Emil Molde (1867-1953) llegó lentamente a su madurez artística y no reveló toda su potencia creadora hasta cerca de los cuarenta años, cuando cambió su nombre real de Hansen por el de Nolde (que era el de un pueblo cercano a la granja donde había nacido). El aspecto de máscaras que toman frecuentemente los rostros de sus personajes indica la influencia sobre él de una obra maestra del arte germánico, el retablo de Isenheim, de Grünewald, y revela su pasión por el arte primitivo, africano y oceánico, que le llevó a realizar un largo viaje en 1913-1914 por Extremo Oriente y los Mares del Sur, como miembro de una expedición etnográfica. No obstante, el primitivismo de Nolde, por otro lado un hombre de atormentada religiosidad, es sobre todo personal y más psicológico que estético. Se expresa no por rostros derivados de máscaras primitivas, sino por su brusca simplificación del dibujo y sus mágicas yuxtaposiciones de intensos colores.
La parte más abundante de su obra son paisajes donde los protagonistas son el agua, el cielo o las masas de vegetación, entre las que destacan las flores. La intensidad de sus colores confiere el brillo del verano a estos paisajes inundados por el amarillo de las margaritas o el morado de las dalias. Pero Nolde es conocido sobre todo por sus cuadros de tema religioso, especialmente por los más antiguos en su producción: La última Cena (Museo de Halle) y la Pentecostés (Neue Nationalgalerie, Berlín), ambos de 1909, el tríptico de Santa María Egipcíaca (Museo de Hamburgo) de 1912, y el políptico de nueve piezas titulado La vida de Cristo, que terminó de pintar el mismo año. Es en estas obras donde los amarillos, azules y verdes primarios confieren a los temas sagrados el aire de un baile de máscaras. Por esta razón La vida de Cristo, pese a que Nolde mismo explica que recuperó la fe al pintar la tabla con la duda de Santo Tomás, fue retirado de una exposición de Bruselas, en 1912, ante las protestas que suscitó.
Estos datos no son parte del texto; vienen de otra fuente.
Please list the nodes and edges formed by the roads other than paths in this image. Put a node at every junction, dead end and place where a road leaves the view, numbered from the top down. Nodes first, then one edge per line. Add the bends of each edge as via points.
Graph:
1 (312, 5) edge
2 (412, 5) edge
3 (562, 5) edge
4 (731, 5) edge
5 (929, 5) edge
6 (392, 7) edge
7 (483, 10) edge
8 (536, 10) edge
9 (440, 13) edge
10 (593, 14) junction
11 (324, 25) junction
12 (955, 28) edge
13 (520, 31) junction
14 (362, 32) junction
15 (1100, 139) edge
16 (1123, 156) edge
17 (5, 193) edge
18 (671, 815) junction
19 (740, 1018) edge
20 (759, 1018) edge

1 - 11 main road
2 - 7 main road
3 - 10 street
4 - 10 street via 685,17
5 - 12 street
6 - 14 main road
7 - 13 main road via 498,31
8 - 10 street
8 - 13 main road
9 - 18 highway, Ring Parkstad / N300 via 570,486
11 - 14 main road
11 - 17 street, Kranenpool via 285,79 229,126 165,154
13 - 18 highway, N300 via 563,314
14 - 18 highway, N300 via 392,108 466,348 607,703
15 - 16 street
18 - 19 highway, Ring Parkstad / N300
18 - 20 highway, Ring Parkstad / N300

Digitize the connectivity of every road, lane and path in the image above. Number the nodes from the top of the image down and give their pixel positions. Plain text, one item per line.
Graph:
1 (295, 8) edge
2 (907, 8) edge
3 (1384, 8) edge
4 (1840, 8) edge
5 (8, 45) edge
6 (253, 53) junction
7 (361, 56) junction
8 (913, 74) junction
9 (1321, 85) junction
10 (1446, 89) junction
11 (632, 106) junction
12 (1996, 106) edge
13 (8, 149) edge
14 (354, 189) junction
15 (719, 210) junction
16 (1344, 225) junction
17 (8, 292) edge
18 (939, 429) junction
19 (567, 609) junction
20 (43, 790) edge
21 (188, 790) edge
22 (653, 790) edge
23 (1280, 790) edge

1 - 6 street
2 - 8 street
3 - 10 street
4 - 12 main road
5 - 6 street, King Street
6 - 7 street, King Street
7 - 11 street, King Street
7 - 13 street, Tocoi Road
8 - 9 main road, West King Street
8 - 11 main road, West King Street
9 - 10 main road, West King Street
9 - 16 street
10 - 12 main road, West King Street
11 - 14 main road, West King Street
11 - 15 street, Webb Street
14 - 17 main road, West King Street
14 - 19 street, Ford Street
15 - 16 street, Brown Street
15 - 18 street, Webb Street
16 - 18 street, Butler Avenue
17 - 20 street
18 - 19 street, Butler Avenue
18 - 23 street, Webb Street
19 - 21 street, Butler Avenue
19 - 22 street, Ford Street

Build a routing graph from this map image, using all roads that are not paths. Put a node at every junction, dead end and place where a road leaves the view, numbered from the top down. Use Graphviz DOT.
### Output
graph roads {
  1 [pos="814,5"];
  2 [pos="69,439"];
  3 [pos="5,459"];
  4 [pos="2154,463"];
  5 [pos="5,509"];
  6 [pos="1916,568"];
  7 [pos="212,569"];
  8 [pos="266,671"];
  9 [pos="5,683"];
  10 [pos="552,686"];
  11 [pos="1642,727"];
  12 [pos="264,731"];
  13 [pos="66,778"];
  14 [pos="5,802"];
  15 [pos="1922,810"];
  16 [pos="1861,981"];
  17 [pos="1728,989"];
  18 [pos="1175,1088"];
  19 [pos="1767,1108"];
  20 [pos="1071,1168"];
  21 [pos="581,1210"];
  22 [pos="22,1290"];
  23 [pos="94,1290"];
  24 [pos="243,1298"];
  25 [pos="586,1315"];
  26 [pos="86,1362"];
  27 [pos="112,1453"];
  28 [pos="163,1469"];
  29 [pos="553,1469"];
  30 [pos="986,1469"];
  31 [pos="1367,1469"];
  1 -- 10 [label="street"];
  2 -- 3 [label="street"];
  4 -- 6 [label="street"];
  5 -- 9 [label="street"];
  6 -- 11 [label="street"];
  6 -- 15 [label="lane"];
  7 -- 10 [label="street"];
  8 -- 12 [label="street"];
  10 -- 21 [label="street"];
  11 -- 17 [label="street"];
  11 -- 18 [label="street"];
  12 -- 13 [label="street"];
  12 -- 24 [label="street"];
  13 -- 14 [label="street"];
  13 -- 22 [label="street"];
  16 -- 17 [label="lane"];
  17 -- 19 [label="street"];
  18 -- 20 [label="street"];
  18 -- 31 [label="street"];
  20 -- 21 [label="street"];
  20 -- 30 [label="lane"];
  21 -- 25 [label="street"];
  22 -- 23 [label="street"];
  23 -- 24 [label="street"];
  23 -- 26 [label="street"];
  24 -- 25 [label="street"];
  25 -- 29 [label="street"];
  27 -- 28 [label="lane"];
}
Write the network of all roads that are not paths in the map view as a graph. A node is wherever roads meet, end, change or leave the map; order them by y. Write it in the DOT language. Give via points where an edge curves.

Nolde fue además un prolífico grabador que produjo, por ejemplo, cerca de quinientos grabados al boj en los que utiliza el contraste entre el blanco y el negro con la misma violencia que los colores de sus óleos. Esta parte de su obra atrajo la atención del grupo de jóvenes pintores de Die Brücke que le invitaron a formar parte de él en 1906. Sin embargo, Nolde se retiró de ese grupo al año siguiente, incapaz de llevar a cabo el esfuerzo de colaboración que ello suponía.